§ **WHAT IS BEING ASKED**
Read through the entries below and copy each line where "Square" turns up.

(Records from a dataset)
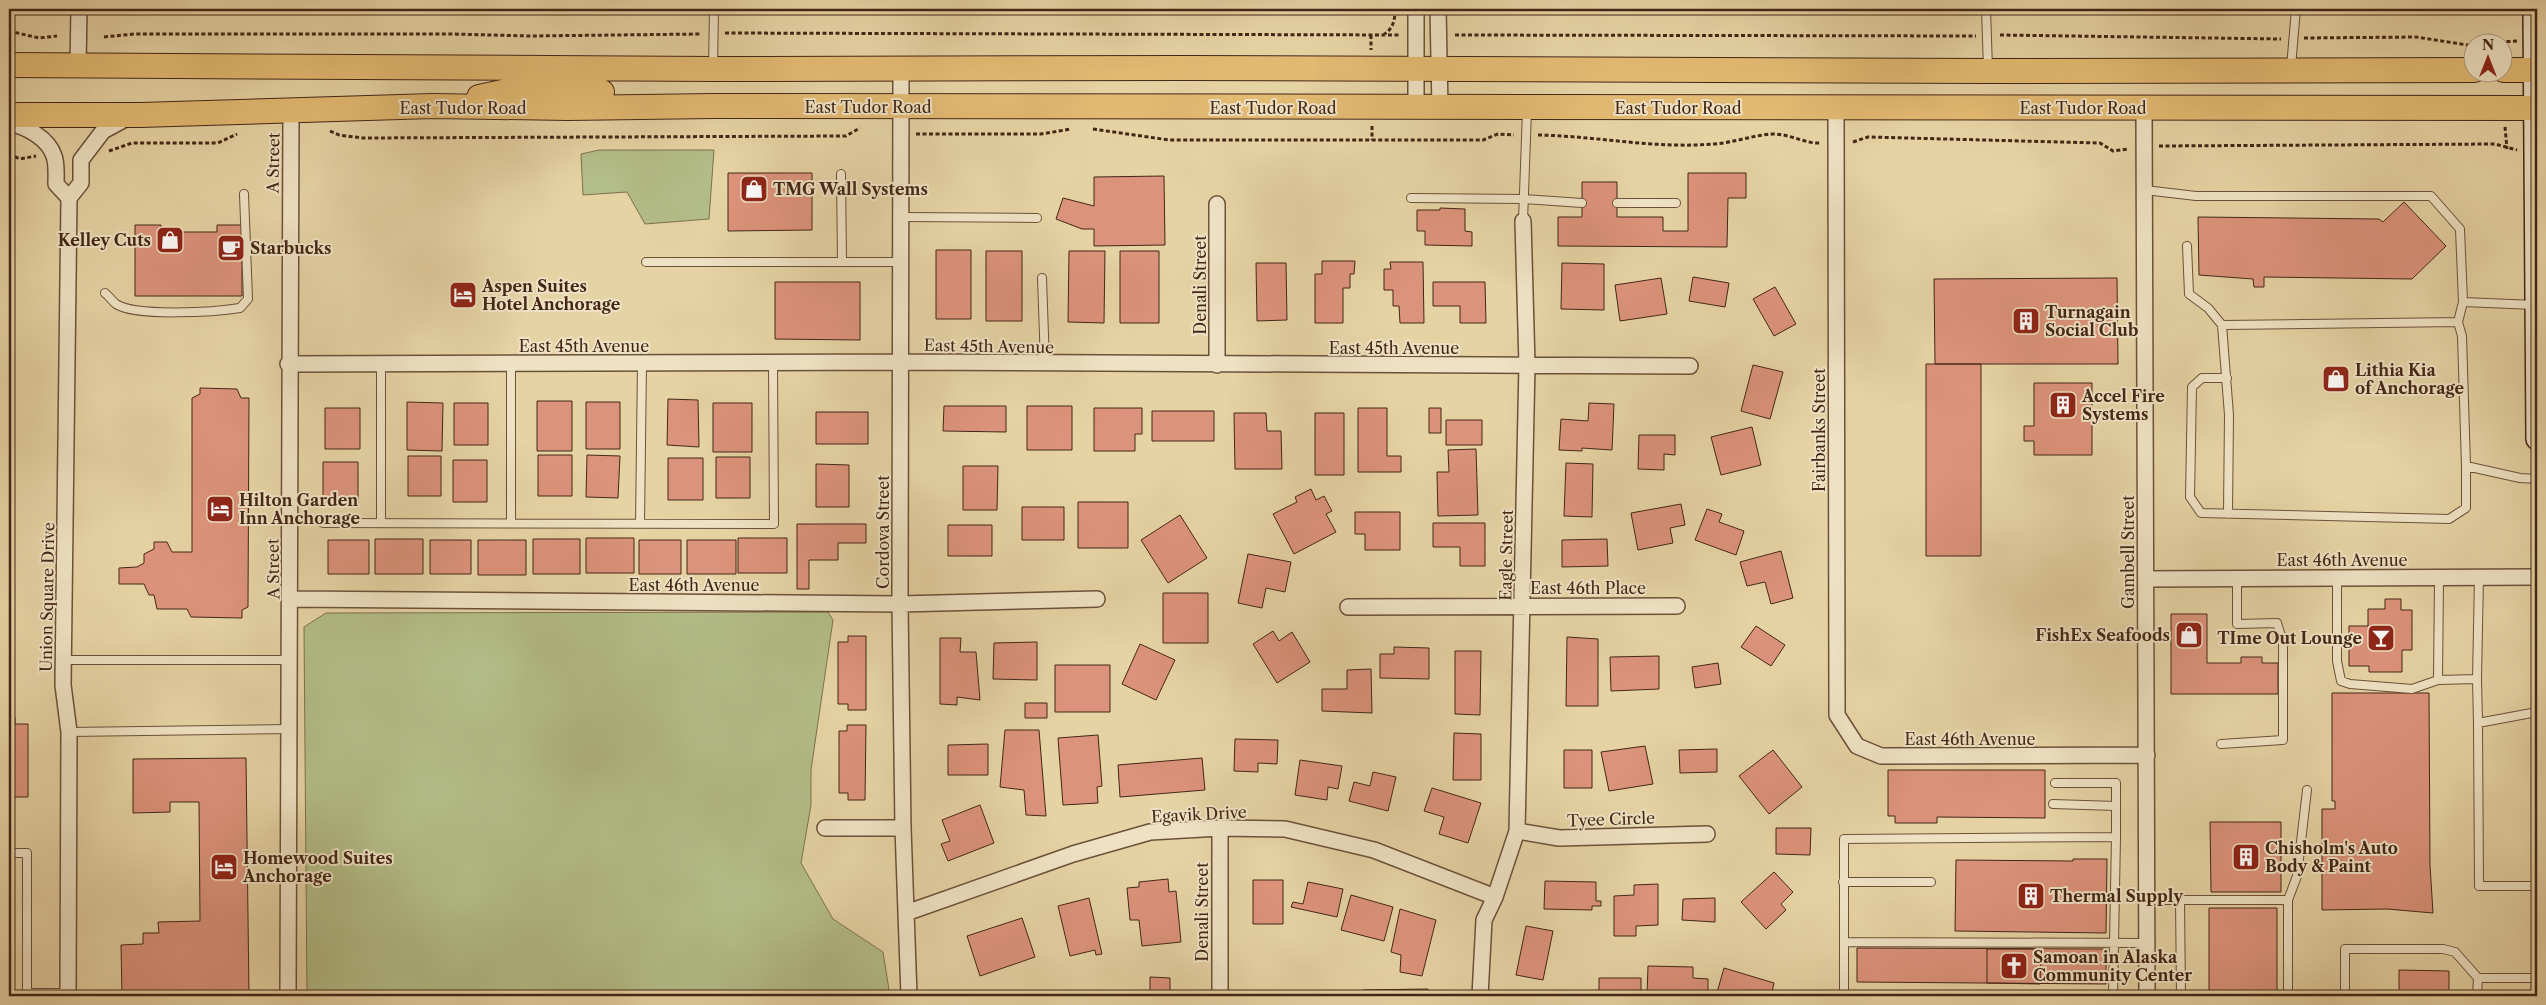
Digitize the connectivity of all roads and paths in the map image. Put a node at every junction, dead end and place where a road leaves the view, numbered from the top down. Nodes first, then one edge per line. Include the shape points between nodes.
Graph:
1 (79, 9) edge
2 (714, 9) edge
3 (1395, 9) edge
4 (1416, 9) edge
5 (1438, 9) edge
6 (1986, 9) edge
7 (2296, 9) edge
8 (2534, 9) edge
9 (9, 31) edge
10 (714, 33) junction
11 (1371, 35) dead end
12 (1464, 35) dead end
13 (57, 36) dead end
14 (1383, 36) dead end
15 (1987, 36) junction
16 (104, 37) dead end
17 (2294, 39) junction
18 (2464, 44) edge
19 (9, 65) edge
20 (78, 65) junction
21 (1428, 68) junction
22 (713, 69) junction
23 (901, 69) junction
24 (2464, 70) edge
25 (2514, 70) edge
26 (2536, 70) edge
27 (1988, 71) junction
28 (2291, 71) junction
29 (433, 106) junction
30 (902, 108) junction
31 (1428, 108) junction
32 (1527, 108) junction
33 (1836, 108) junction
34 (2144, 108) junction
35 (2536, 108) edge
36 (291, 111) junction
37 (9, 115) edge
38 (140, 115) junction
39 (9, 122) edge
40 (862, 126) dead end
41 (323, 128) dead end
42 (1076, 129) dead end
43 (1091, 129) dead end
44 (243, 132) dead end
45 (902, 132) junction
46 (1526, 135) junction
47 (1836, 143) junction
48 (2144, 148) junction
49 (2507, 149) dead end
50 (106, 152) dead end
51 (9, 154) edge
52 (40, 155) dead end
53 (841, 174) dead end
54 (2145, 190) junction
55 (244, 194) dead end
56 (69, 198) junction
57 (1410, 198) dead end
58 (1524, 199) junction
59 (1582, 202) dead end
60 (1617, 203) dead end
61 (1676, 203) dead end
62 (1217, 204) dead end
63 (901, 217) junction
64 (1037, 218) dead end
65 (1523, 221) joint
66 (2186, 246) dead end
67 (646, 262) dead end
68 (842, 262) junction
69 (901, 262) junction
70 (1042, 278) dead end
71 (105, 293) dead end
72 (2463, 302) junction
73 (2536, 305) edge
74 (2458, 322) junction
75 (2222, 325) junction
76 (901, 362) junction
77 (642, 363) junction
78 (773, 363) junction
79 (288, 364) junction
80 (381, 364) junction
81 (511, 364) junction
82 (1046, 364) junction
83 (1217, 365) junction
84 (1527, 365) junction
85 (1690, 366) dead end
86 (2227, 378) junction
87 (2537, 439) edge
88 (2466, 466) junction
89 (2537, 479) edge
90 (2228, 514) junction
91 (323, 522) dead end
92 (381, 522) junction
93 (510, 523) junction
94 (640, 524) junction
95 (2479, 577) junction
96 (2537, 577) edge
97 (2237, 578) junction
98 (2337, 578) junction
99 (2438, 578) junction
100 (2146, 579) junction
101 (291, 600) junction
102 (1096, 600) dead end
103 (900, 604) junction
104 (1522, 606) junction
105 (1677, 606) dead end
106 (1348, 607) dead end
107 (64, 660) junction
108 (291, 660) junction
109 (2477, 679) junction
110 (2438, 680) junction
111 (2537, 712) edge
112 (2478, 723) junction
113 (290, 729) junction
114 (69, 732) junction
115 (2220, 744) dead end
116 (1857, 746) joint
117 (2146, 755) junction
118 (2055, 783) dead end
119 (2307, 790) dead end
120 (2053, 804) dead end
121 (2116, 806) junction
122 (825, 828) dead end
123 (903, 828) junction
124 (1220, 828) junction
125 (1517, 831) junction
126 (1707, 834) dead end
127 (2116, 837) junction
128 (9, 853) edge
129 (1843, 882) junction
130 (1931, 882) dead end
131 (2537, 886) edge
132 (1495, 897) junction
133 (2147, 900) junction
134 (2180, 900) junction
135 (2288, 900) junction
136 (906, 913) junction
137 (1844, 942) junction
138 (2113, 943) junction
139 (2147, 943) junction
140 (2478, 978) junction
141 (2537, 978) edge
142 (25, 995) edge
143 (42, 995) edge
144 (68, 995) edge
145 (288, 996) edge
146 (909, 996) edge
147 (1220, 996) edge
148 (1480, 996) edge
149 (1844, 996) edge
150 (2113, 996) edge
151 (2147, 996) edge
152 (2181, 996) edge
153 (2288, 996) edge
154 (2345, 996) edge
155 (2478, 996) edge

1 - 20 street
2 - 10 lane
3 - 14 path via 1390,30
4 - 21 street
5 - 21 street
6 - 15 lane
7 - 17 lane
8 - 26 main road
9 - 13 path via 39,38
10 - 11 path
10 - 16 path via 530,36 154,34
10 - 22 lane
12 - 15 path
15 - 17 path
15 - 27 lane
17 - 18 path via 2416,37
17 - 28 lane
19 - 20 main road
20 - 22 main road
21 - 23 main road
21 - 27 main road
21 - 31 street
21 - 31 street
22 - 23 main road
22 - 29 main road via 694,92 512,90
23 - 30 street, Cordova Street
24 - 28 main road
25 - 26 main road
26 - 35 main road
27 - 28 main road
29 - 30 main road, East Tudor Road
29 - 36 main road, East Tudor Road
30 - 31 main road, East Tudor Road
30 - 45 street, Cordova Street
31 - 32 main road, East Tudor Road
32 - 33 main road, East Tudor Road
32 - 46 lane, Eagle Street
33 - 34 main road, East Tudor Road
33 - 47 street, Fairbanks Street
34 - 35 main road, East Tudor Road
34 - 48 street, Gambell Street
35 - 73 main road
36 - 38 main road, East Tudor Road
36 - 79 street, A Street
37 - 38 main road, East Tudor Road
38 - 56 street via 103,131 81,160 81,183
39 - 56 street via 22,126 47,143 55,157 56,184
40 - 41 path via 846,136 363,138 339,135
42 - 45 path via 1041,134 926,135
43 - 46 path via 1170,140 1484,140 1498,134
44 - 50 path via 218,142 132,143
45 - 63 street, Cordova Street
46 - 47 path via 1588,137 1640,144 1713,144 1773,134 1798,137 1810,144
46 - 58 lane, Eagle Street
47 - 48 path via 1856,142 1868,137 2100,143 2114,151
47 - 116 street, Fairbanks Street via 1837,715
48 - 49 path via 2169,145 2494,144
48 - 54 street, Gambell Street
51 - 52 path via 20,159
53 - 68 lane
54 - 72 lane via 2196,196 2431,196 2460,229
54 - 100 street, Gambell Street
55 - 71 lane via 248,299 240,308 196,312 136,310 117,305
56 - 107 street, Union Square Drive
57 - 58 lane
58 - 59 lane
58 - 65 lane, Eagle Street
60 - 61 lane
62 - 83 street, Denali Street
63 - 64 lane
63 - 69 street, Cordova Street
65 - 84 street, Eagle Street
66 - 75 lane via 2189,294 2208,308
67 - 68 lane
68 - 69 lane
69 - 76 street, Cordova Street
70 - 82 lane
72 - 73 lane
72 - 74 lane
73 - 87 main road
74 - 75 lane
74 - 88 lane via 2462,336
75 - 86 lane
76 - 78 street, East 45th Avenue
76 - 82 street, East 45th Avenue
76 - 103 street, Cordova Street
77 - 78 street, East 45th Avenue
77 - 81 street, East 45th Avenue
77 - 94 lane
78 - 94 lane via 774,524
79 - 80 street, East 45th Avenue
79 - 101 street, A Street
80 - 81 street, East 45th Avenue
80 - 92 lane
81 - 93 lane
82 - 83 street, East 45th Avenue
83 - 84 street, East 45th Avenue
84 - 85 street, East 45th Avenue
84 - 104 street, Eagle Street
86 - 90 lane
86 - 90 lane via 2202,378 2192,387 2190,497 2201,513
88 - 89 lane
88 - 90 lane via 2466,508 2449,519
91 - 92 lane
92 - 93 lane
93 - 94 lane
95 - 96 street, East 46th Avenue
95 - 99 street, East 46th Avenue
95 - 109 lane
97 - 98 street, East 46th Avenue
97 - 100 street, East 46th Avenue
97 - 115 lane via 2237,624 2277,623 2283,642 2283,740
98 - 99 street, East 46th Avenue
98 - 110 lane via 2337,661 2341,681 2412,689
99 - 110 lane
100 - 117 street, Gambell Street
101 - 103 street, East 46th Avenue
101 - 108 street, A Street
102 - 103 street, East 46th Avenue
103 - 123 street, Cordova Street
104 - 105 street, East 46th Place
104 - 106 street, East 46th Place
104 - 125 street, Eagle Street
107 - 108 lane
107 - 114 street, Union Square Drive via 63,685
108 - 113 street, A Street
109 - 110 lane
109 - 112 lane
111 - 112 lane
112 - 131 lane via 2479,886
113 - 114 lane
113 - 145 street, A Street
114 - 144 street, Union Square Drive
116 - 117 street, East 46th Avenue via 1881,756
117 - 133 street, Gambell Street
118 - 121 lane via 2116,783
119 - 135 lane via 2297,876
120 - 121 lane
121 - 127 lane
122 - 123 street
123 - 136 street, Cordova Street
124 - 132 street, Egavik Drive via 1285,829 1374,850
124 - 136 street, Egavik Drive via 1150,832 1073,854
124 - 147 street, Denali Street
125 - 126 street, Tyee Circle via 1558,838
125 - 132 street, Eagle Street
127 - 129 lane via 1844,839
127 - 138 lane
128 - 142 lane via 27,853
129 - 130 lane
129 - 137 lane
132 - 148 street, Eagle Street via 1484,920
133 - 134 lane
133 - 139 street, Gambell Street
134 - 135 lane
134 - 152 lane
135 - 153 lane
136 - 146 street, Cordova Street
137 - 138 lane
137 - 149 lane
138 - 139 lane
138 - 150 lane
139 - 151 street, Gambell Street
140 - 141 lane
140 - 154 lane via 2455,952 2443,949 2345,949
140 - 155 lane
142 - 143 lane
143 - 144 lane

§ **EXPECTED ANSWER**
56 - 107 street, Union Square Drive
107 - 114 street, Union Square Drive via 63,685
114 - 144 street, Union Square Drive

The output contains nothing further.